YOUR GOAL:
Every line of the data below should be repeated exactly, and no picture should be copied.

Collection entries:
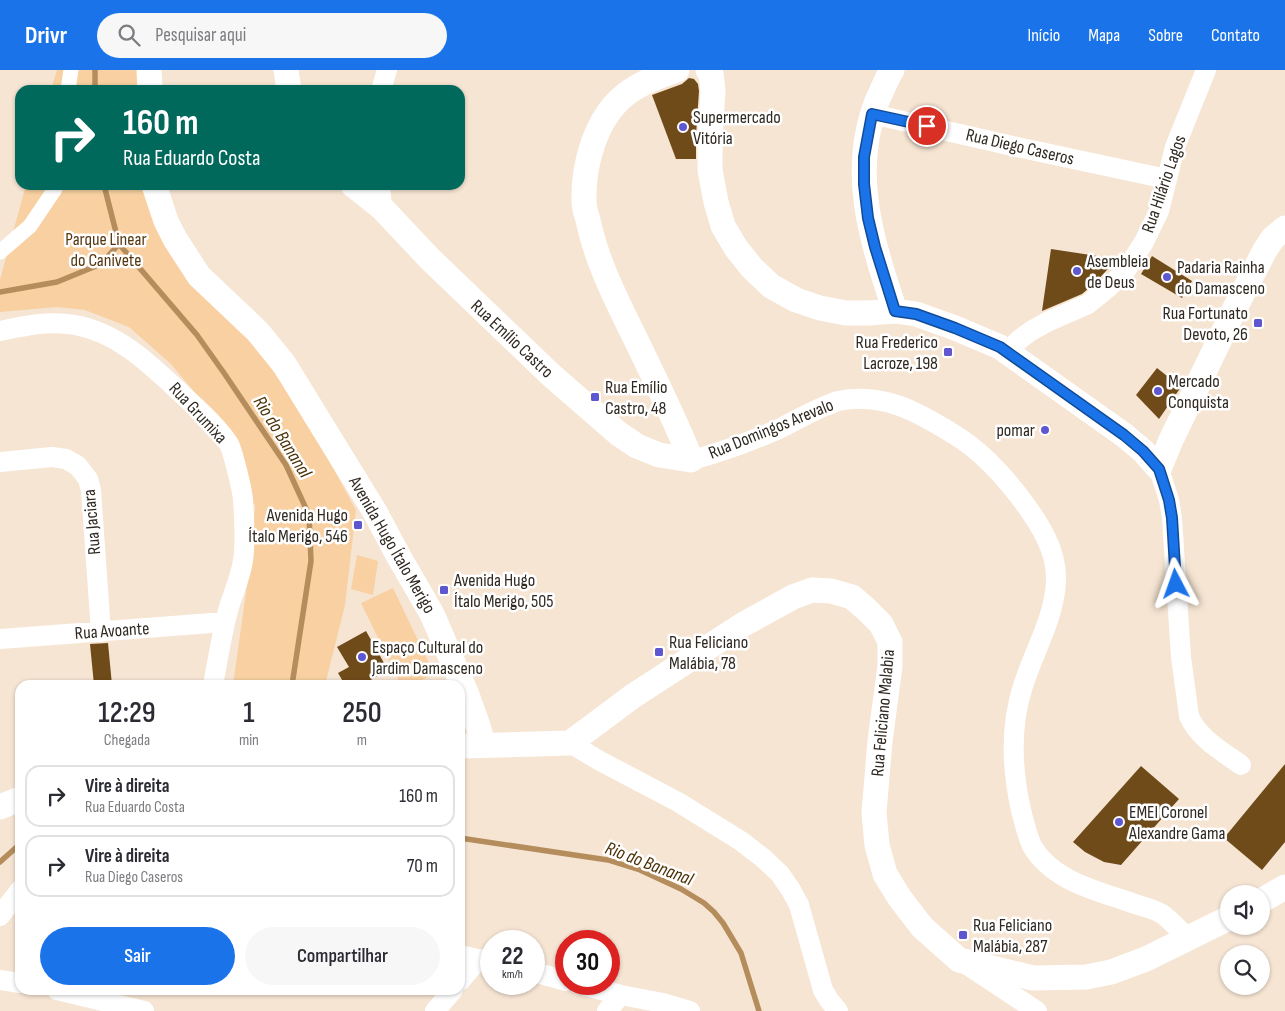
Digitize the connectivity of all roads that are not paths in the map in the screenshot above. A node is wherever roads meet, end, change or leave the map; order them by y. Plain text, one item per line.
1 (71, 70) edge
2 (149, 70) edge
3 (286, 70) edge
4 (387, 70) edge
5 (677, 70) edge
6 (708, 70) edge
7 (892, 70) edge
8 (1206, 70) edge
9 (69, 85) edge
10 (150, 85) edge
11 (288, 85) edge
12 (382, 85) edge
13 (872, 114) junction
14 (1167, 179) junction
15 (54, 190) edge
16 (156, 190) edge
17 (366, 190) edge
18 (381, 196) edge
19 (1285, 228) edge
20 (0, 252) edge
21 (895, 311) junction
22 (0, 331) edge
23 (1007, 352) junction
24 (691, 460) junction
25 (0, 462) edge
26 (1159, 469) junction
27 (225, 622) junction
28 (101, 632) junction
29 (0, 639) edge
30 (214, 680) edge
31 (461, 680) edge
32 (465, 690) edge
33 (570, 743) junction
34 (471, 745) edge
35 (1241, 765) dead end
36 (15, 801) edge
37 (0, 807) edge
38 (1285, 887) edge
39 (15, 896) edge
40 (1270, 896) edge
41 (0, 916) edge
42 (1220, 923) edge
43 (1189, 939) junction
44 (477, 959) edge
45 (959, 960) junction
46 (465, 975) edge
47 (0, 980) edge
48 (15, 982) edge
49 (78, 995) edge
50 (448, 995) edge
51 (620, 995) joint
52 (144, 1011) edge
53 (434, 1011) edge
54 (608, 1011) edge
55 (690, 1011) edge
56 (838, 1011) edge
57 (1037, 1011) edge

1 - 9 street
2 - 10 street
3 - 11 street
4 - 12 street
5 - 24 street, Rua Domingos Arevalo
6 - 21 street
7 - 13 street
8 - 14 street, Rua Hilário Lagos
13 - 14 street, Rua Diego Caseros
13 - 21 street
14 - 23 street, Rua Hilário Lagos
15 - 20 street
16 - 31 street, Avenida Hugo Ítalo Merigo
17 - 18 street, Rua Emílio Castro
18 - 24 street, Rua Emílio Castro
19 - 26 street
21 - 23 street
22 - 27 street, Rua Grumixa
23 - 26 street
24 - 43 street, Rua Domingos Arevalo
25 - 28 street, Rua Jaciara
26 - 35 street
27 - 28 street, Rua Avoante
27 - 30 street, Rua Grumixa
28 - 29 street, Rua Avoante
32 - 34 street, Avenida Hugo Ítalo Merigo
33 - 34 street, Avenida Hugo Ítalo Merigo
33 - 45 street, Rua Feliciano Malabia
33 - 56 street
36 - 37 street
38 - 40 street
39 - 41 street
42 - 43 street
43 - 45 street
44 - 46 street
45 - 57 street, Rua Feliciano Malabia
47 - 48 street
49 - 52 street
50 - 53 street
51 - 54 street
51 - 55 street

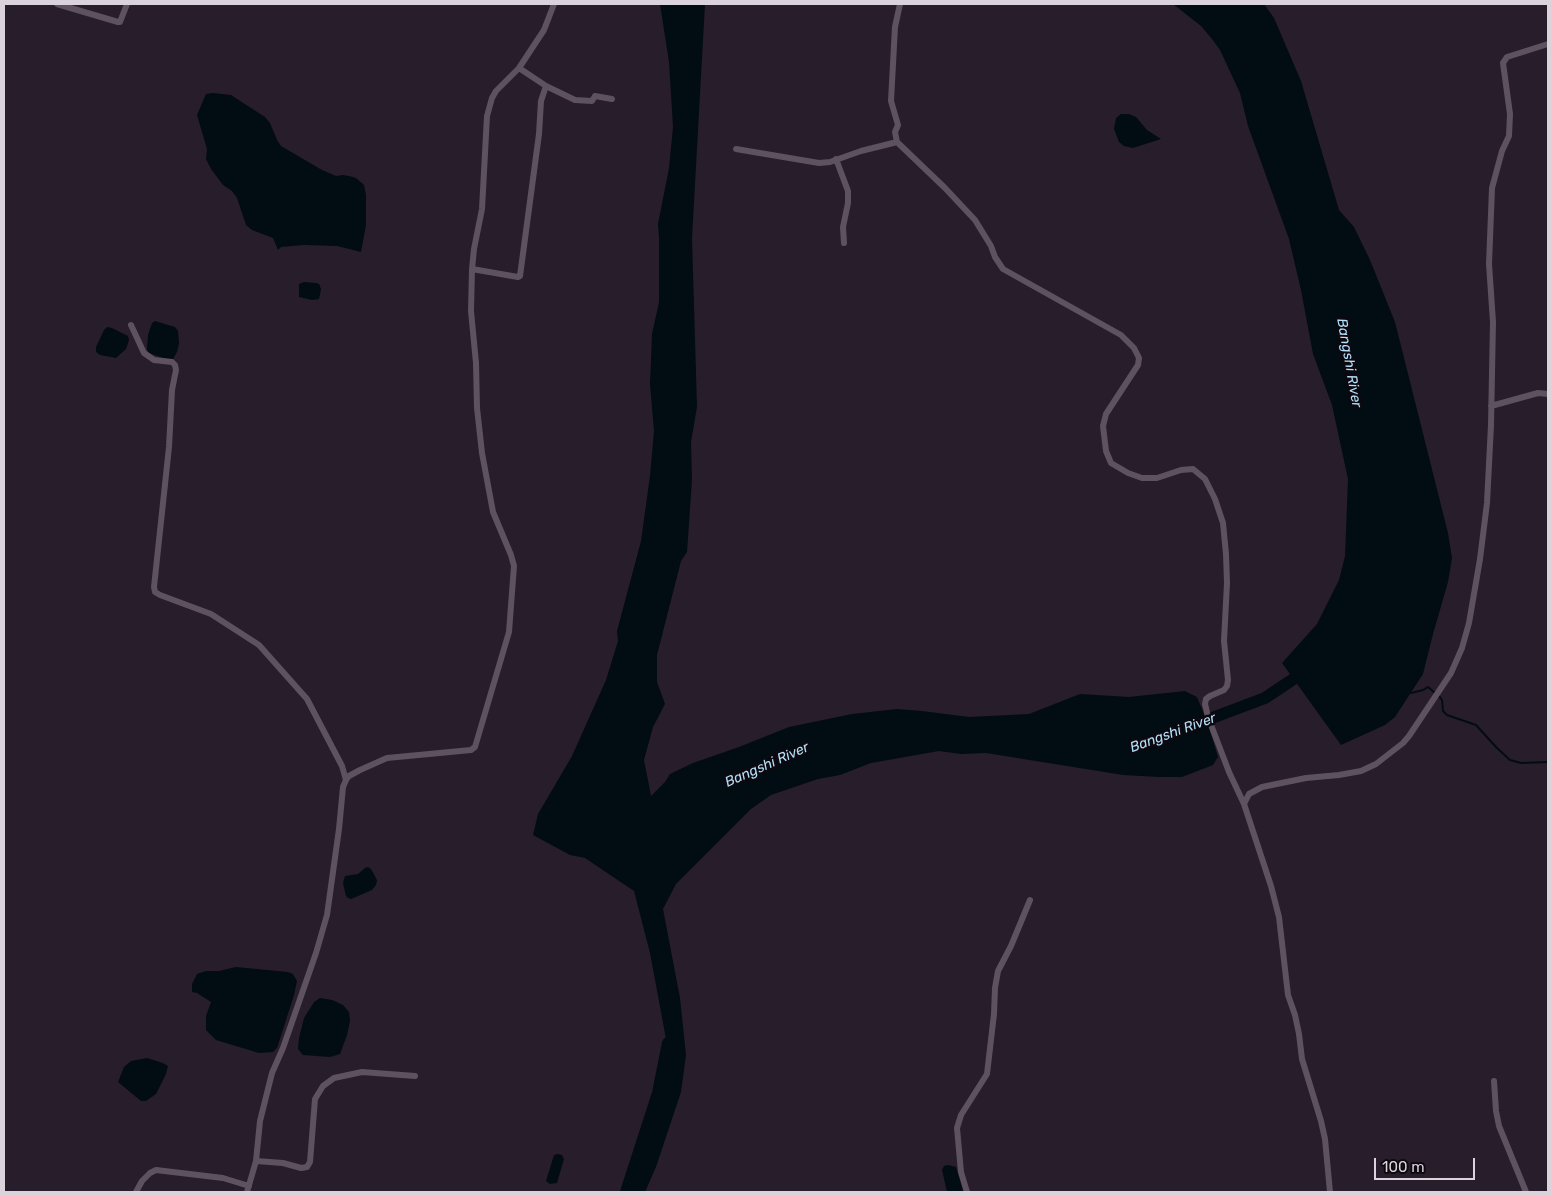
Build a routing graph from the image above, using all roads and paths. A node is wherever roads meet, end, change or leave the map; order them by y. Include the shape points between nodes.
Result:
1 (57, 4) edge
2 (127, 4) edge
3 (554, 4) edge
4 (900, 4) edge
5 (1548, 44) edge
6 (519, 68) junction
7 (546, 86) junction
8 (612, 99) dead end
9 (897, 142) junction
10 (736, 149) dead end
11 (836, 160) junction
12 (844, 243) dead end
13 (472, 270) junction
14 (131, 325) dead end
15 (1548, 394) edge
16 (1491, 406) junction
17 (346, 780) junction
18 (1244, 804) junction
19 (1030, 900) dead end
20 (415, 1076) dead end
21 (1494, 1081) dead end
22 (256, 1161) junction
23 (248, 1189) edge
24 (136, 1192) edge
25 (967, 1192) edge
26 (1330, 1192) edge
27 (1526, 1192) edge

1 - 2 street via 120,22
3 - 6 street via 544,30
4 - 9 street via 895,27 891,101 898,125 895,132
5 - 16 street via 1507,57 1503,63 1510,114 1509,136 1492,188 1489,264 1493,322
6 - 7 street
6 - 13 street via 496,91 487,116 482,210
7 - 8 street via 575,100 592,101 595,96
7 - 13 street via 541,101 520,276
9 - 11 street
9 - 18 street via 975,220 1003,269 1121,335 1134,348 1139,358 1138,365 1104,420 1104,442 1111,463 1142,478 1157,478 1193,469 1205,479 1223,523 1227,583 1224,640 1227,686 1206,699 1205,704
10 - 11 street via 819,163
11 - 12 street via 848,191
13 - 17 street via 471,319 482,453 494,512 514,566 509,632 475,747 387,758
14 - 17 street via 144,353 154,360 172,362 176,370 156,592 211,614 259,645 307,699
15 - 16 street via 1538,393
16 - 18 street via 1487,503 1480,559 1462,648 1451,674 1403,743 1376,764 1361,771 1262,787 1250,794
17 - 22 street via 327,916 284,1048 272,1073 260,1121
18 - 26 street via 1267,869 1279,917 1288,995 1325,1139
19 - 25 street via 998,971 987,1074 957,1128 961,1172
20 - 22 street via 362,1072 334,1078 323,1086 315,1099 307,1167
21 - 27 street via 1499,1126
22 - 23 street
23 - 24 street via 223,1178 156,1170 146,1177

OUTPUT FOR THIS TASK:
Digitize the connectivity of all roads that are not paths in the map in the screenshot above. A node is wherever roads meet, end, change or leave the map; order them by y. Plain text, one item per line.
1 (71, 70) edge
2 (149, 70) edge
3 (286, 70) edge
4 (387, 70) edge
5 (677, 70) edge
6 (708, 70) edge
7 (892, 70) edge
8 (1206, 70) edge
9 (69, 85) edge
10 (150, 85) edge
11 (288, 85) edge
12 (382, 85) edge
13 (872, 114) junction
14 (1167, 179) junction
15 (54, 190) edge
16 (156, 190) edge
17 (366, 190) edge
18 (381, 196) edge
19 (1285, 228) edge
20 (0, 252) edge
21 (895, 311) junction
22 (0, 331) edge
23 (1007, 352) junction
24 (691, 460) junction
25 (0, 462) edge
26 (1159, 469) junction
27 (225, 622) junction
28 (101, 632) junction
29 (0, 639) edge
30 (214, 680) edge
31 (461, 680) edge
32 (465, 690) edge
33 (570, 743) junction
34 (471, 745) edge
35 (1241, 765) dead end
36 (15, 801) edge
37 (0, 807) edge
38 (1285, 887) edge
39 (15, 896) edge
40 (1270, 896) edge
41 (0, 916) edge
42 (1220, 923) edge
43 (1189, 939) junction
44 (477, 959) edge
45 (959, 960) junction
46 (465, 975) edge
47 (0, 980) edge
48 (15, 982) edge
49 (78, 995) edge
50 (448, 995) edge
51 (620, 995) joint
52 (144, 1011) edge
53 (434, 1011) edge
54 (608, 1011) edge
55 (690, 1011) edge
56 (838, 1011) edge
57 (1037, 1011) edge

1 - 9 street
2 - 10 street
3 - 11 street
4 - 12 street
5 - 24 street, Rua Domingos Arevalo
6 - 21 street
7 - 13 street
8 - 14 street, Rua Hilário Lagos
13 - 14 street, Rua Diego Caseros
13 - 21 street
14 - 23 street, Rua Hilário Lagos
15 - 20 street
16 - 31 street, Avenida Hugo Ítalo Merigo
17 - 18 street, Rua Emílio Castro
18 - 24 street, Rua Emílio Castro
19 - 26 street
21 - 23 street
22 - 27 street, Rua Grumixa
23 - 26 street
24 - 43 street, Rua Domingos Arevalo
25 - 28 street, Rua Jaciara
26 - 35 street
27 - 28 street, Rua Avoante
27 - 30 street, Rua Grumixa
28 - 29 street, Rua Avoante
32 - 34 street, Avenida Hugo Ítalo Merigo
33 - 34 street, Avenida Hugo Ítalo Merigo
33 - 45 street, Rua Feliciano Malabia
33 - 56 street
36 - 37 street
38 - 40 street
39 - 41 street
42 - 43 street
43 - 45 street
44 - 46 street
45 - 57 street, Rua Feliciano Malabia
47 - 48 street
49 - 52 street
50 - 53 street
51 - 54 street
51 - 55 street

Build a routing graph from the image above, using all roads and paths. A node is wherever roads meet, end, change or leave the map; order them by y. Include the shape points between nodes.
Result:
1 (57, 4) edge
2 (127, 4) edge
3 (554, 4) edge
4 (900, 4) edge
5 (1548, 44) edge
6 (519, 68) junction
7 (546, 86) junction
8 (612, 99) dead end
9 (897, 142) junction
10 (736, 149) dead end
11 (836, 160) junction
12 (844, 243) dead end
13 (472, 270) junction
14 (131, 325) dead end
15 (1548, 394) edge
16 (1491, 406) junction
17 (346, 780) junction
18 (1244, 804) junction
19 (1030, 900) dead end
20 (415, 1076) dead end
21 (1494, 1081) dead end
22 (256, 1161) junction
23 (248, 1189) edge
24 (136, 1192) edge
25 (967, 1192) edge
26 (1330, 1192) edge
27 (1526, 1192) edge

1 - 2 street via 120,22
3 - 6 street via 544,30
4 - 9 street via 895,27 891,101 898,125 895,132
5 - 16 street via 1507,57 1503,63 1510,114 1509,136 1492,188 1489,264 1493,322
6 - 7 street
6 - 13 street via 496,91 487,116 482,210
7 - 8 street via 575,100 592,101 595,96
7 - 13 street via 541,101 520,276
9 - 11 street
9 - 18 street via 975,220 1003,269 1121,335 1134,348 1139,358 1138,365 1104,420 1104,442 1111,463 1142,478 1157,478 1193,469 1205,479 1223,523 1227,583 1224,640 1227,686 1206,699 1205,704
10 - 11 street via 819,163
11 - 12 street via 848,191
13 - 17 street via 471,319 482,453 494,512 514,566 509,632 475,747 387,758
14 - 17 street via 144,353 154,360 172,362 176,370 156,592 211,614 259,645 307,699
15 - 16 street via 1538,393
16 - 18 street via 1487,503 1480,559 1462,648 1451,674 1403,743 1376,764 1361,771 1262,787 1250,794
17 - 22 street via 327,916 284,1048 272,1073 260,1121
18 - 26 street via 1267,869 1279,917 1288,995 1325,1139
19 - 25 street via 998,971 987,1074 957,1128 961,1172
20 - 22 street via 362,1072 334,1078 323,1086 315,1099 307,1167
21 - 27 street via 1499,1126
22 - 23 street
23 - 24 street via 223,1178 156,1170 146,1177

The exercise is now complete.